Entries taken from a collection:
────────────────
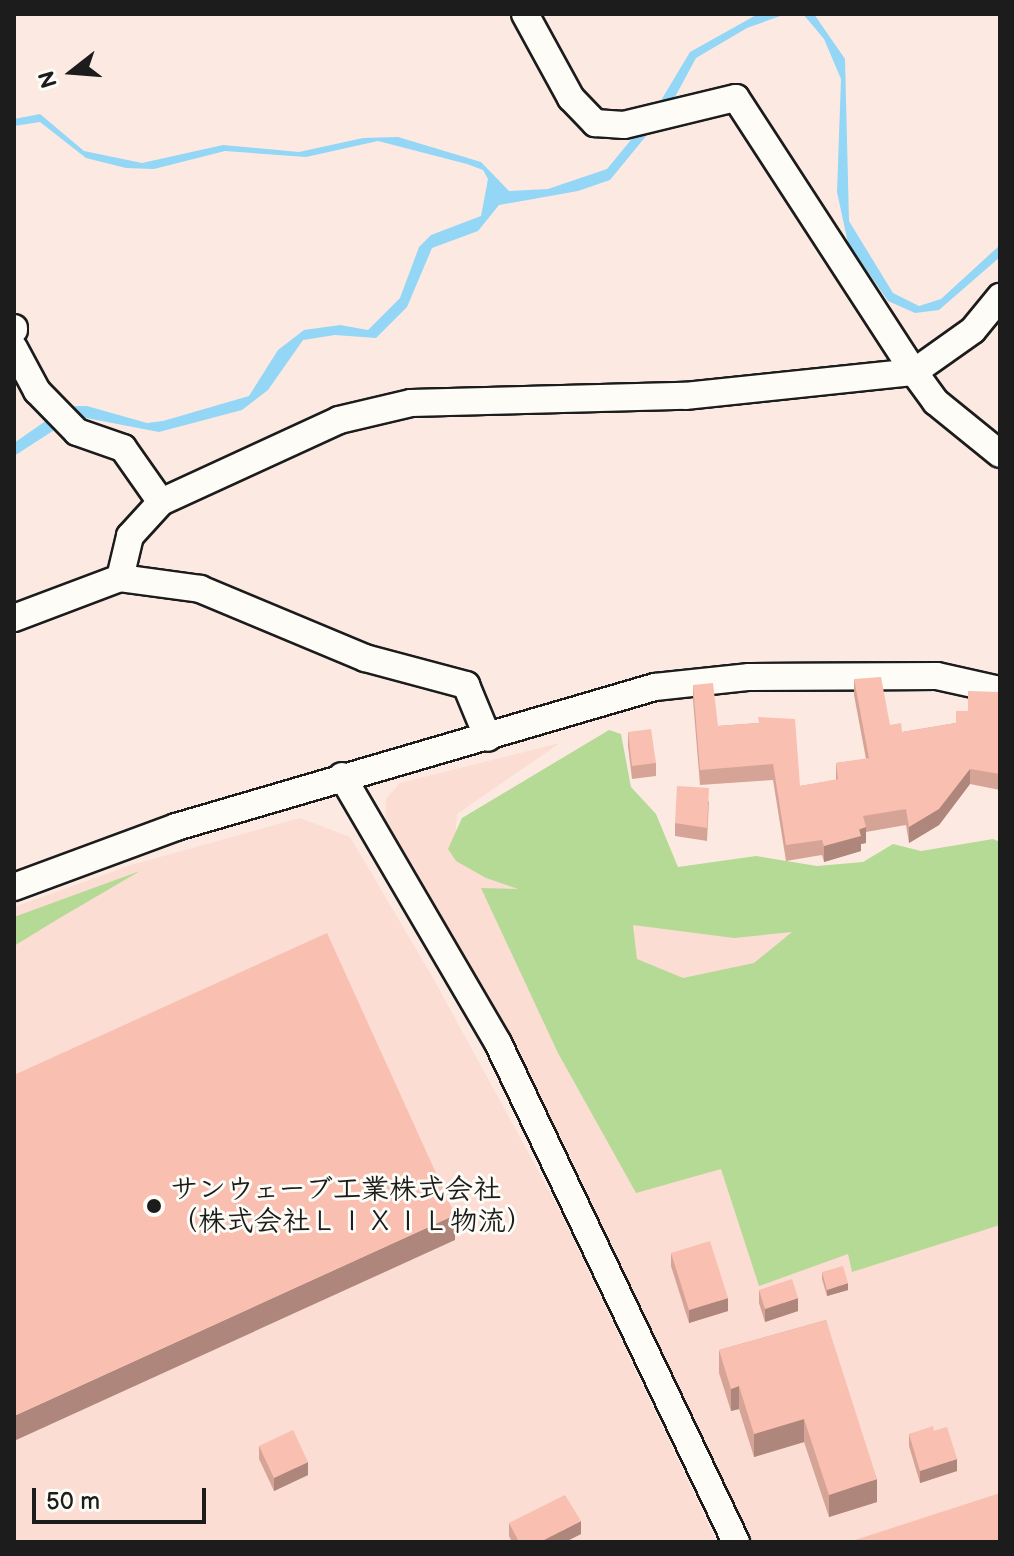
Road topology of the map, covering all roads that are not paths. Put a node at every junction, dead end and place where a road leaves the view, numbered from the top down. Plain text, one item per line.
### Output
1 (525, 14) edge
2 (1000, 297) edge
3 (14, 348) edge
4 (914, 372) junction
5 (1000, 454) edge
6 (161, 502) junction
7 (120, 578) junction
8 (14, 618) edge
9 (1000, 690) edge
10 (488, 738) junction
11 (342, 776) junction
12 (14, 887) edge
13 (736, 1542) edge

1 - 4 street
2 - 4 street
3 - 6 street
4 - 5 street
4 - 6 street
6 - 7 street
7 - 8 street
7 - 10 street
9 - 10 street
10 - 11 street
11 - 12 street
11 - 13 street

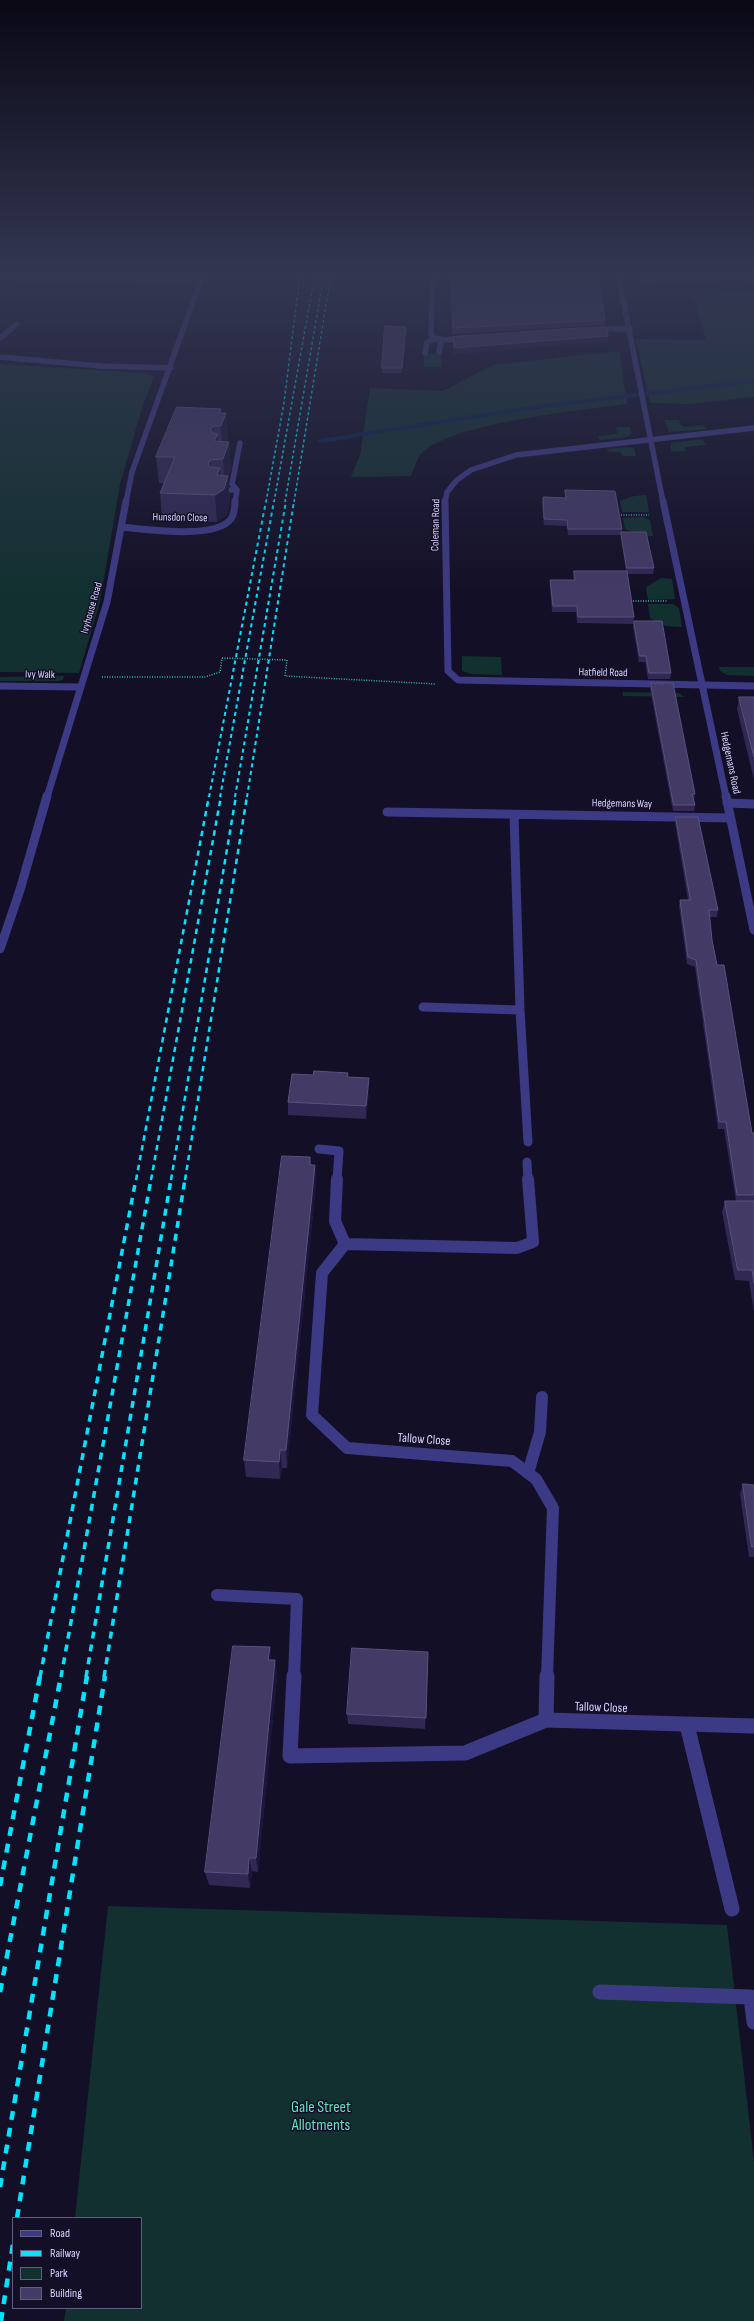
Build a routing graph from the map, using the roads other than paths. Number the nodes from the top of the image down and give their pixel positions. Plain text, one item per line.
1 (166, 382) edge
2 (641, 382) edge
3 (754, 428) edge
4 (650, 439) junction
5 (240, 443) dead end
6 (231, 456) dead end
7 (238, 456) junction
8 (214, 490) edge
9 (237, 490) junction
10 (121, 527) junction
11 (453, 677) joint
12 (0, 686) edge
13 (703, 686) junction
14 (754, 686) edge
15 (79, 687) junction
16 (727, 803) junction
17 (754, 804) edge
18 (387, 812) dead end
19 (514, 815) junction
20 (730, 818) junction
21 (754, 930) edge
22 (0, 949) edge
23 (423, 1007) dead end
24 (520, 1010) junction
25 (528, 1142) dead end
26 (319, 1150) dead end
27 (527, 1162) dead end
28 (345, 1244) junction
29 (542, 1397) dead end
30 (528, 1473) junction
31 (217, 1595) dead end
32 (546, 1720) junction
33 (687, 1725) junction
34 (754, 1726) edge
35 (732, 1909) dead end
36 (600, 1992) dead end
37 (754, 2022) edge

1 - 10 street, Ivyhouse Road
2 - 4 street, Hedgemans Road
3 - 4 street, Coleman Road
4 - 11 street, Coleman Road
4 - 13 street, Hedgemans Road
5 - 7 street, Hunsdon Close
6 - 7 street
7 - 9 street, Hunsdon Close
8 - 9 street
9 - 10 street, Hunsdon Close
10 - 15 street, Ivyhouse Road
11 - 13 street, Hatfield Road
12 - 15 street, Ivy Walk
13 - 14 street, Hatfield Road
13 - 16 street, Hedgemans Road
15 - 22 street, Ivyhouse Road
16 - 17 street
16 - 20 street, Hedgemans Road
18 - 19 street, Hedgemans Way
19 - 20 street, Hedgemans Way
19 - 24 street
20 - 21 street, Hedgemans Road
23 - 24 street
24 - 25 street
26 - 28 street
27 - 28 street
28 - 30 street, Tallow Close
29 - 30 street
30 - 32 street, Tallow Close
31 - 32 street
32 - 33 street, Tallow Close
33 - 34 street, Tallow Close
33 - 35 street
36 - 37 street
────────────────
Required work: Show every line of the data that includes the string "text".

Reply to the exercise:
Road topology of the map, covering all roads that are not paths. Put a node at every junction, dead end and place where a road leaves the view, numbered from the top down. Plain text, one item per line.
Build a routing graph from the map, using the roads other than paths. Number the nodes from the top of the image down and give their pixel positions. Plain text, one item per line.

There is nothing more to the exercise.